The absence of a VDP delayed disclosure and potentially extended user exposure. Daigle discovered the vulnerabilities in early December 2025, but had to spend time finding a contact path through media rather than reporting directly to the development team. Fixes were deployed by December 8-9, 2025, with all user PINs reset, but the multi-day disclosure delay could have been avoided with proper channels.
Security Basics That Would Have Prevented This
Three fundamental security practices would have prevented both Freedom Chat vulnerabilities: multi-layer rate limiting, minimal API responses, and formal vulnerability disclosure programs. None of these require advanced cryptography or massive security budgets—they’re basic hygiene for any app handling user data.
Rate limiting should operate on multiple layers: per IP address (100 contact queries per hour), per user account (500 queries per day), and global monitoring for anomaly detection. WhatsApp’s 8-year failure to implement effective rate limiting shows this isn’t trivial, but tools like AWS WAF, Cloudflare Rate Limiting, and language-specific libraries (express-rate-limit for Node.js, Flask-Limiter for Python) make implementation straightforward. The investment is minimal: most cloud providers include rate limiting in their standard API gateway offerings.
API security requires returning only the data clients absolutely need. Freedom Chat’s mistake—broadcasting PIN codes in channel membership responses—violates the principle of minimal data exposure. Authentication credentials should never appear in general-purpose API endpoints. PINs should only be transmitted during authentication flows, never in channel data, user profiles, or membership lists.
Formal VDPs cost nothing to establish. A security.txt file (RFC 9116) at /.well-known/security.txt provides a contact for security researchers. More comprehensive bug bounty programs through HackerOne or Bugcrowd cost $10K-$50K for initial security audits, but demonstrate serious commitment to security. For apps claiming “super secure” in their marketing, the lack of a VDP is disqualifying.
Key Takeaways
- Second failures indicate systemic issues: Tanner Haas’s pattern across Converso (2023) and Freedom Chat (2025) suggests fundamental security culture problems, not one-off mistakes.

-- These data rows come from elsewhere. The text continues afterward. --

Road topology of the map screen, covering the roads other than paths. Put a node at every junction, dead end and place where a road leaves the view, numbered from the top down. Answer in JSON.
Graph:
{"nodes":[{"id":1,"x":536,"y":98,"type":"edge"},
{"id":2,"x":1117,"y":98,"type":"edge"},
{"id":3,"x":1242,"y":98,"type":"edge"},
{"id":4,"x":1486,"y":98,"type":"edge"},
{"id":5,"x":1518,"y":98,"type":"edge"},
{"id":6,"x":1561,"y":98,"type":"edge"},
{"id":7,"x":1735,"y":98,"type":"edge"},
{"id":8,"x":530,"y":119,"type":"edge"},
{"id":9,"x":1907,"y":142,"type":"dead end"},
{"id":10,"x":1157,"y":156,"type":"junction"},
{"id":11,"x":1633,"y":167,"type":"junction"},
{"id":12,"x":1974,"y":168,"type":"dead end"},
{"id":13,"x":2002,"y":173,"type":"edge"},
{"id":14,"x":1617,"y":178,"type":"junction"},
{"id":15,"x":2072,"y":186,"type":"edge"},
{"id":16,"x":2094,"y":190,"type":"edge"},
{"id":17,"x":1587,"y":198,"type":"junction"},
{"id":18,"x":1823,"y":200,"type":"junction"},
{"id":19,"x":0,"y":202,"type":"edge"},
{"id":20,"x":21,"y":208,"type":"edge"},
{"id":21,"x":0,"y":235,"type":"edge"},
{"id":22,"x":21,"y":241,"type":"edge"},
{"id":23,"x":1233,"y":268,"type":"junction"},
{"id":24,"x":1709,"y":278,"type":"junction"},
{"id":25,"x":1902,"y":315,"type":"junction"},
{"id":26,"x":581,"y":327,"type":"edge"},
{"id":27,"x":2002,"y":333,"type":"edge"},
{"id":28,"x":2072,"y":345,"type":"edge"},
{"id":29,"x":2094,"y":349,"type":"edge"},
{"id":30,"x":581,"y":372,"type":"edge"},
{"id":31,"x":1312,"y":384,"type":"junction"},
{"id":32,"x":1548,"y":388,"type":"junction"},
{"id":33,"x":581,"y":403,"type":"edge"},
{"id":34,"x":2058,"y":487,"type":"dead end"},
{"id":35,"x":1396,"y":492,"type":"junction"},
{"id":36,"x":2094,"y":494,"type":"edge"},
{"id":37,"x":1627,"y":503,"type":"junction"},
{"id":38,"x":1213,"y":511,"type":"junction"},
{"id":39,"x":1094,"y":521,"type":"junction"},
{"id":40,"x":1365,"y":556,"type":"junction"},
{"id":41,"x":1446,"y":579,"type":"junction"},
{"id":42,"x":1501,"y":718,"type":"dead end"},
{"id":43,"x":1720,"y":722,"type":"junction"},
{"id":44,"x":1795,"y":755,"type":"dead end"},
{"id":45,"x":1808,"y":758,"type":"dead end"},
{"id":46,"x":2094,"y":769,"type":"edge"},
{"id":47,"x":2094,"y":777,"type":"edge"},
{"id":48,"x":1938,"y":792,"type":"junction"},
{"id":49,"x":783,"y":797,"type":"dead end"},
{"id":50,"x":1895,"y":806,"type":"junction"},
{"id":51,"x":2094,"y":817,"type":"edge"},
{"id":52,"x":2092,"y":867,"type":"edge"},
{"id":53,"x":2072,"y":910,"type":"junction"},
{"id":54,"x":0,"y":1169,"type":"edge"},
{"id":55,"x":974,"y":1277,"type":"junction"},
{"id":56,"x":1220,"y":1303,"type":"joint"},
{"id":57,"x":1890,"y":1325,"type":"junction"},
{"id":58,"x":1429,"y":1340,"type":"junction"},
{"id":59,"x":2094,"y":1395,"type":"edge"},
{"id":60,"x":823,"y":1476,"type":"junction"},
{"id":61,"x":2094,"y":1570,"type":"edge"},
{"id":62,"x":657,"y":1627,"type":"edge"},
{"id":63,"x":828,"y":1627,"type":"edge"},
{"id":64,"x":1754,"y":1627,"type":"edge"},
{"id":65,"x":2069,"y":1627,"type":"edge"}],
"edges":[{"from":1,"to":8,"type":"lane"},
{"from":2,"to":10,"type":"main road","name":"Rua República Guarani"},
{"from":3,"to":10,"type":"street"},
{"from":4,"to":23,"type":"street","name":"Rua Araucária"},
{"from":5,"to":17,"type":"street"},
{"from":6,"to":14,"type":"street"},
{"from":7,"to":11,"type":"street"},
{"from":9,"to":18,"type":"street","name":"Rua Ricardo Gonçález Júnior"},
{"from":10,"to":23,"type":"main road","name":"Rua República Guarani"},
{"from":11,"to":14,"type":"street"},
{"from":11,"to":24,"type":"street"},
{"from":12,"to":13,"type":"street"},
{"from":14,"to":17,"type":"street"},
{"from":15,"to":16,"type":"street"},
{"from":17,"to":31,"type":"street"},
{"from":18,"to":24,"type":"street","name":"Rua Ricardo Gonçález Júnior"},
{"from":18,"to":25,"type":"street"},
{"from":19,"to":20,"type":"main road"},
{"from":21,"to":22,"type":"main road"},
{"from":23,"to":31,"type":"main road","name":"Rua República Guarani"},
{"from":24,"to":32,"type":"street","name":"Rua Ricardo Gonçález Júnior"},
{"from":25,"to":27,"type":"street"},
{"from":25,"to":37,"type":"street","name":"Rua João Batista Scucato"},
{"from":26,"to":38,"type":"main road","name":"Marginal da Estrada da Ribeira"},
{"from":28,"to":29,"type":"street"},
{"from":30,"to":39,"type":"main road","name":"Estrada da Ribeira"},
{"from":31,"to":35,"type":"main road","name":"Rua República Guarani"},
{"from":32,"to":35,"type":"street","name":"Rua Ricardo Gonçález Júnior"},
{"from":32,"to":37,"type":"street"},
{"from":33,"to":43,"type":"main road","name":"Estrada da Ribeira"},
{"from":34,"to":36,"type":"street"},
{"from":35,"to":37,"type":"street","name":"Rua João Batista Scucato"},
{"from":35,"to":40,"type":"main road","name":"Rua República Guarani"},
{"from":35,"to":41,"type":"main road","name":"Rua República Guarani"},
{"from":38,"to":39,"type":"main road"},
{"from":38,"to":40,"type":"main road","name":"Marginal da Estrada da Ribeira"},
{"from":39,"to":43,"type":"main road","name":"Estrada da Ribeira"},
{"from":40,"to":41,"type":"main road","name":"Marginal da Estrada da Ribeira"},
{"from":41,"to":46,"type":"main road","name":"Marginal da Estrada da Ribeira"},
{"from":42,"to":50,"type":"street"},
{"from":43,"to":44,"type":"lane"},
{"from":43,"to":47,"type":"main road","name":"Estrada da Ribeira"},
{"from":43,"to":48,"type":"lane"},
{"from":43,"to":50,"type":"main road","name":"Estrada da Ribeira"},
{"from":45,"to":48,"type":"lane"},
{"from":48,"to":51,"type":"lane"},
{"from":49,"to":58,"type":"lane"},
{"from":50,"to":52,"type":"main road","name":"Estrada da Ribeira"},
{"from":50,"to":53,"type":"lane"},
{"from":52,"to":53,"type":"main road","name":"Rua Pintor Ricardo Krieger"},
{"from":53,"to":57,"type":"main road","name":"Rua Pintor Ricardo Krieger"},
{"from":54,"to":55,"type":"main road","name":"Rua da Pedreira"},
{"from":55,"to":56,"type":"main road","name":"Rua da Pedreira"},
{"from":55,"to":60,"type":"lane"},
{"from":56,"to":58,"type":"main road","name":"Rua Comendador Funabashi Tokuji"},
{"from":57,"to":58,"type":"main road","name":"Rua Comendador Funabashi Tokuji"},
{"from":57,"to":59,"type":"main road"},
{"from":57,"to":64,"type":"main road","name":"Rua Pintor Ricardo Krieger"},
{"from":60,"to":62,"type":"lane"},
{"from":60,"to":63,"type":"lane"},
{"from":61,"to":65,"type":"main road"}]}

- “Super secure” apps often aren’t: Verify security claims through third-party audits, open-source code, and established bug bounty programs before trusting marketing.
- Rate limiting and minimal APIs are basic hygiene: These aren’t advanced security measures—they’re foundational practices that prevent mass-scale data harvesting.
- No VDP is a red flag: Apps handling sensitive data should establish vulnerability disclosure channels before launch, not after breaches.
- Choose proven track records over promises: Signal’s open-source code and public security audits provide verifiable trust. Claims without evidence don’t.